* Exercise brief
Could you transcribe every entry below exactly, leaving out the pictures?

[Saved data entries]
====

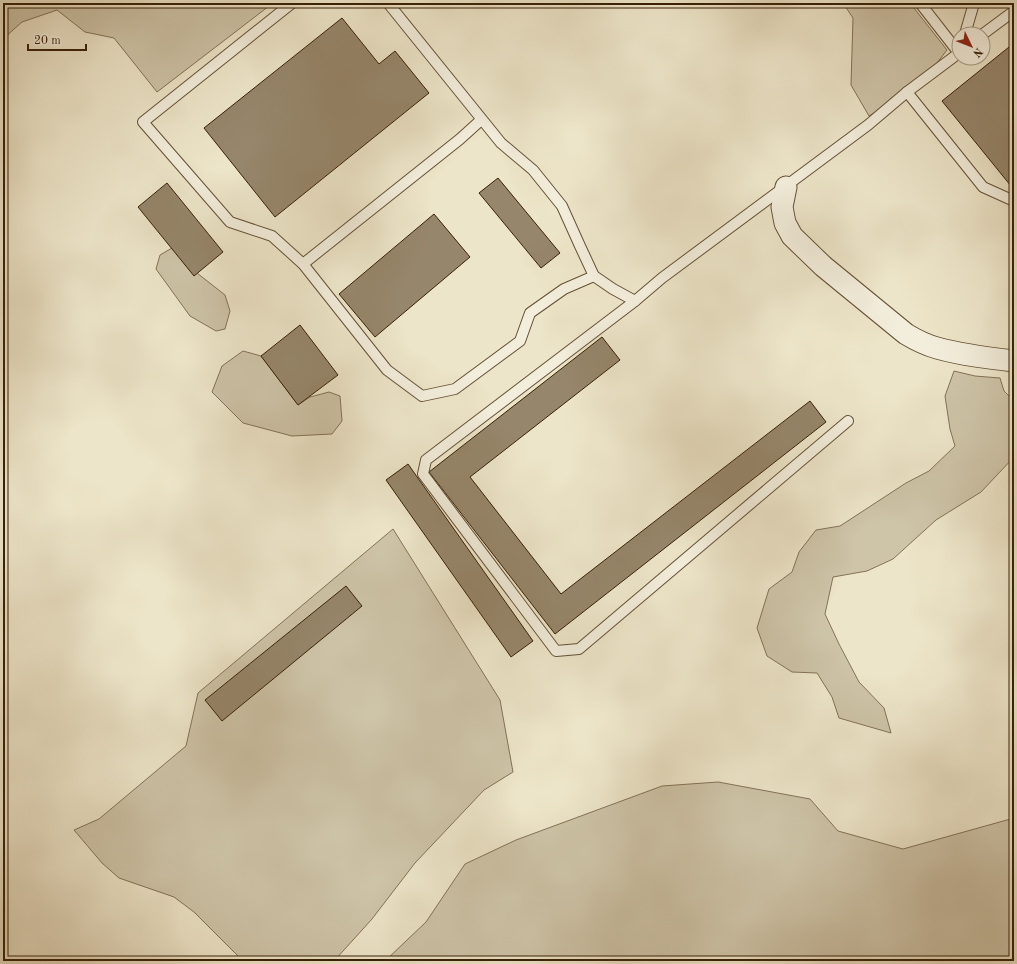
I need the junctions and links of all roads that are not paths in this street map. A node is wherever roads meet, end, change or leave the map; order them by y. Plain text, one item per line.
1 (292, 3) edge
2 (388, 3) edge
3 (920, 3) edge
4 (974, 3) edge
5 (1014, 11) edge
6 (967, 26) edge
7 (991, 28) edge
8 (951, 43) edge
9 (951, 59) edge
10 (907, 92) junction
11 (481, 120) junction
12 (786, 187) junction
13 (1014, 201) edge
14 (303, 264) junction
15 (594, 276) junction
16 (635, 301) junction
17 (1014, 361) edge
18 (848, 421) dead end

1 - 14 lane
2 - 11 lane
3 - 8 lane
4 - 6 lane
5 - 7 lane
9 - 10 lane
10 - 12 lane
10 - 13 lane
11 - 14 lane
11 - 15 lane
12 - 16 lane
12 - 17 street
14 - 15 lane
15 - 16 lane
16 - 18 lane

====

* Answer to the exercise
I need the junctions and links of all roads that are not paths in this street map. A node is wherever roads meet, end, change or leave the map; order them by y. Plain text, one item per line.
1 (292, 3) edge
2 (388, 3) edge
3 (920, 3) edge
4 (974, 3) edge
5 (1014, 11) edge
6 (967, 26) edge
7 (991, 28) edge
8 (951, 43) edge
9 (951, 59) edge
10 (907, 92) junction
11 (481, 120) junction
12 (786, 187) junction
13 (1014, 201) edge
14 (303, 264) junction
15 (594, 276) junction
16 (635, 301) junction
17 (1014, 361) edge
18 (848, 421) dead end

1 - 14 lane
2 - 11 lane
3 - 8 lane
4 - 6 lane
5 - 7 lane
9 - 10 lane
10 - 12 lane
10 - 13 lane
11 - 14 lane
11 - 15 lane
12 - 16 lane
12 - 17 street
14 - 15 lane
15 - 16 lane
16 - 18 lane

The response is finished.